I went to check out the ingredient list on the packaging of iced gem biscuits at the supermarket and found it very basic and minimal. I managed to find a recipe that I could adapt from, which has ingredients that are similar to the one on the packaging. Although the recipe had butter, I thought it would be safe to substitute with shortening. The original recipe had no sugar at all but I decided to add a bit and a dash of vanilla extract as well to add to the flavor as butter is absent.

Plain biscuit (Adapted from Dreamersloft)
70g plain flour
1 tsp baking powder
10g icing sugar
A tiny pinch of salt
24g shortening (you may replace with butter if you prefer buttery taste. I am looking for authentic flavor :p)
27g milk (add more as necessary if dough is too dry)
1/8 tsp vanilla extract

Royal icing*
15g Meringue powder
220g Icing sugar
3 tbs Water plus more as necessary
Gel food colouring

1. Sift flour,  baking powder, salt and icing sugar in a large bowl.  Set aside.

2. Add shortening to the flour mixture and rub in the shortening until it resembles fine bread crumbs. Take your time to get to really fine.

3. Add vanilla extract to milk and mix well. Add milk a little at a time and mix well with a spatula until a dough forms. Knead the dough into a smooth ball. The dough should not be sticky.  Add flour if it is too sticky,  more milk of it is too dry.

4. Roll the dough until it is about 3mm thick and use a round cutter to cut out circles. Take note that the resulting biscuit may be slightly smaller in diameter but will be taller than the stamped out circle. Press the cut-out dough a little in the center as it will puff up quite a bit.

5. Bake in preheated oven at 170°C (fan mode) 10-15 minutes or until golden brown. Baking time depends on the size of your biscuits. Let it rest on the tray for 5 minutes before transferring to cooling rack to cool completely.

Rustic looking....

Ice the biscuits only when they have cooled completely.

6. Prepare the royal icing. *(You may use the traditional method of using raw egg whites or royal icing premix. I usually use the latter but for this old school biscuits, I decided to prepare it the more conventional way of using meringue powder which is available at Phoon Huat. I am not comfortable feeding people raw egg whites.) Begin by sifting the icing sugar and mixing it thoroughly with the meringue powder. Add 3 tbs of warm water and use an electric mixer to beat for 5-6 minutes or until thick and glossy at medium speed. Add water a bit at a time if the icing is too thick. The icing should hold it's peak when you lift up the beater. If you are working with a small batch of icing, using a hand whisk may be easier although your arm will get a workout :p.

7. Divide the icing into small bowls and add gel food colouring. Someone is requesting for Christmas coloured iced gems for end of year so I am testing the bright colours out. You will end up with some extra icing so you may want to double the recipe for the dough.

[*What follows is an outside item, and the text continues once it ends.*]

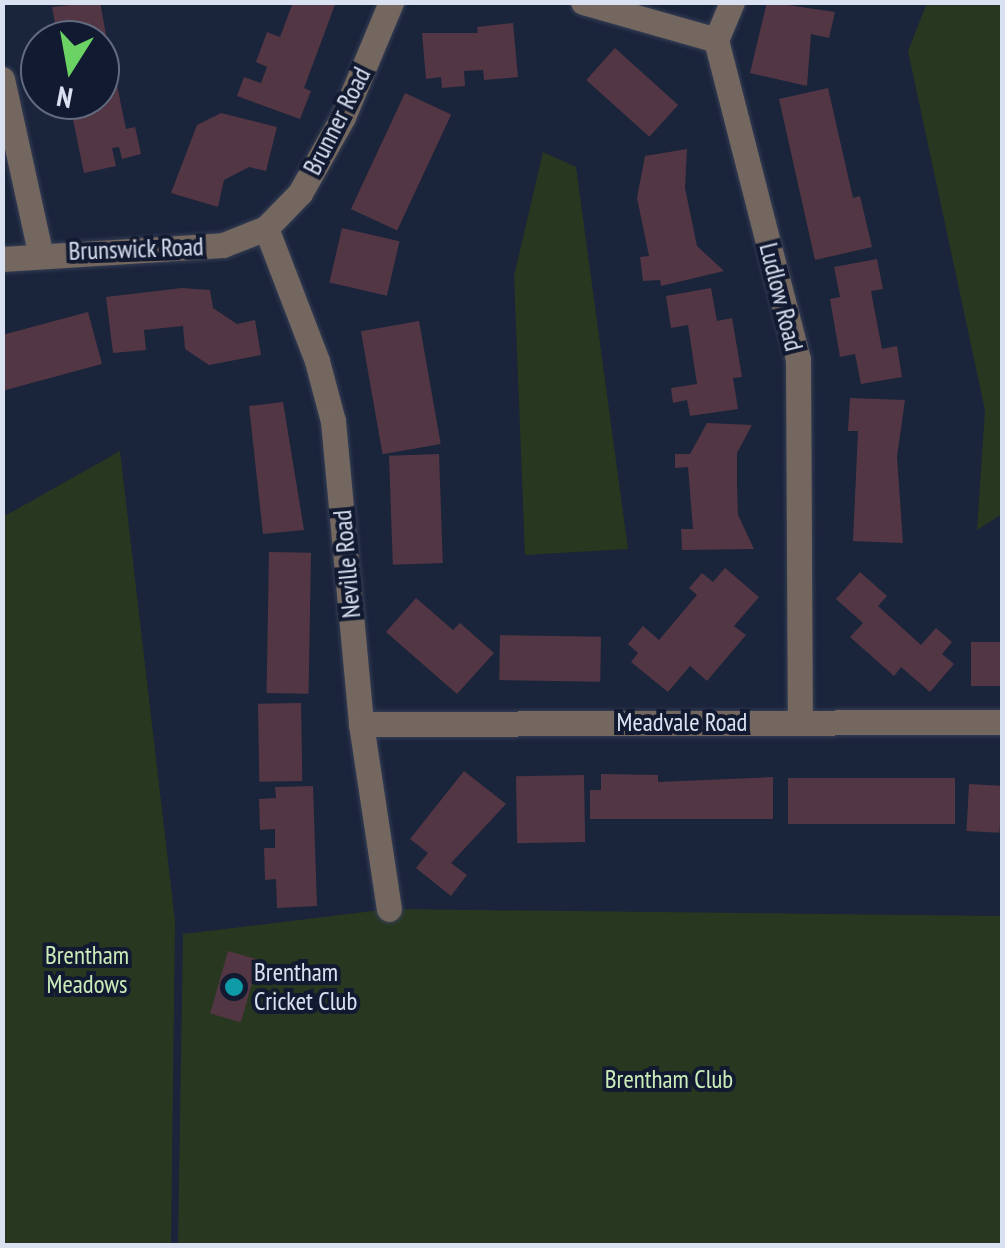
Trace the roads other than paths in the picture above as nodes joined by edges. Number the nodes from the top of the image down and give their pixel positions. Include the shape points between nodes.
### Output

8. To ice the biscuits in the traditional ruffle, hold a biscuit in one hand and piping bag fitted with a star tip in the other. Hold the tip above the biscuit and apply pressure to the bag. Let the icing spread at the base a bit then release pressure before lifting up the bag in a swift motion. You may leave them in the open overnight to dry completely but I prefer to speed things up by drying in the oven for 15 minutes at 70-80°C.

The biscuit and icing were both light, airy and crunchy! The low sugar content of the biscuit meant that overall the iced biscuits are not too sweet, unlike my first attempt. I personally prefer this old school plain biscuit to the richer buttery sweeter version. It compliments the sugary icing much better. This is a truly nostalgic bake made with love :).

We are so happy to enjoy these...

Do check out other exciting flavors and variations of this old-time favourite over here. Many of these are naturally flavored and coloured!

Update: checkout this post for totally naturally coloured and flavoured rainbow iced gems!

With lots of love,
Phay Shing


  1. Never knew this can be made so easily. Have already bookmarked this page! Thanks for the recipe!

  2. The biscuits taste like 'lao hong'. Is that how it's supposed to be?

    1. Did you oven dry the biscuits after icing them? I usually do a taste test to determine if the biscuits still need to dry some more after icing. Definitely not supposed to be 'lao hong'. But don't expect the texture to be exactly like commercial ones as we don't use chemical leavening agents and additives that factory produced ones use :)

  3. Can I check whether is it royal icing doesn't need to be bake ?
    Can I just use ur royal icing method for cake decoration?

    1. Hi Raeka,
      Royal icing should not be baked :). Although it can be used for parts of cake decoration, I wouldn't advise covering the whole cake with royal icing as the cake will be too sweet and the icing will absorb oils and moisture from the cake, making it look patchy. You may use royal icing to create more intricate cake decorations. I do that sometimes :)

    2. Oh thanks for ur quick information.. Really appreciated .. Might do a little deck for my son bday cake .

    3. Omg I type wrong should be Deco ..

    4. All the best for your bake! If you ever use royal icing for decorations, make sure they are thoroughly dry and hard before removing from baking paper or they will not be firm enough to be handled.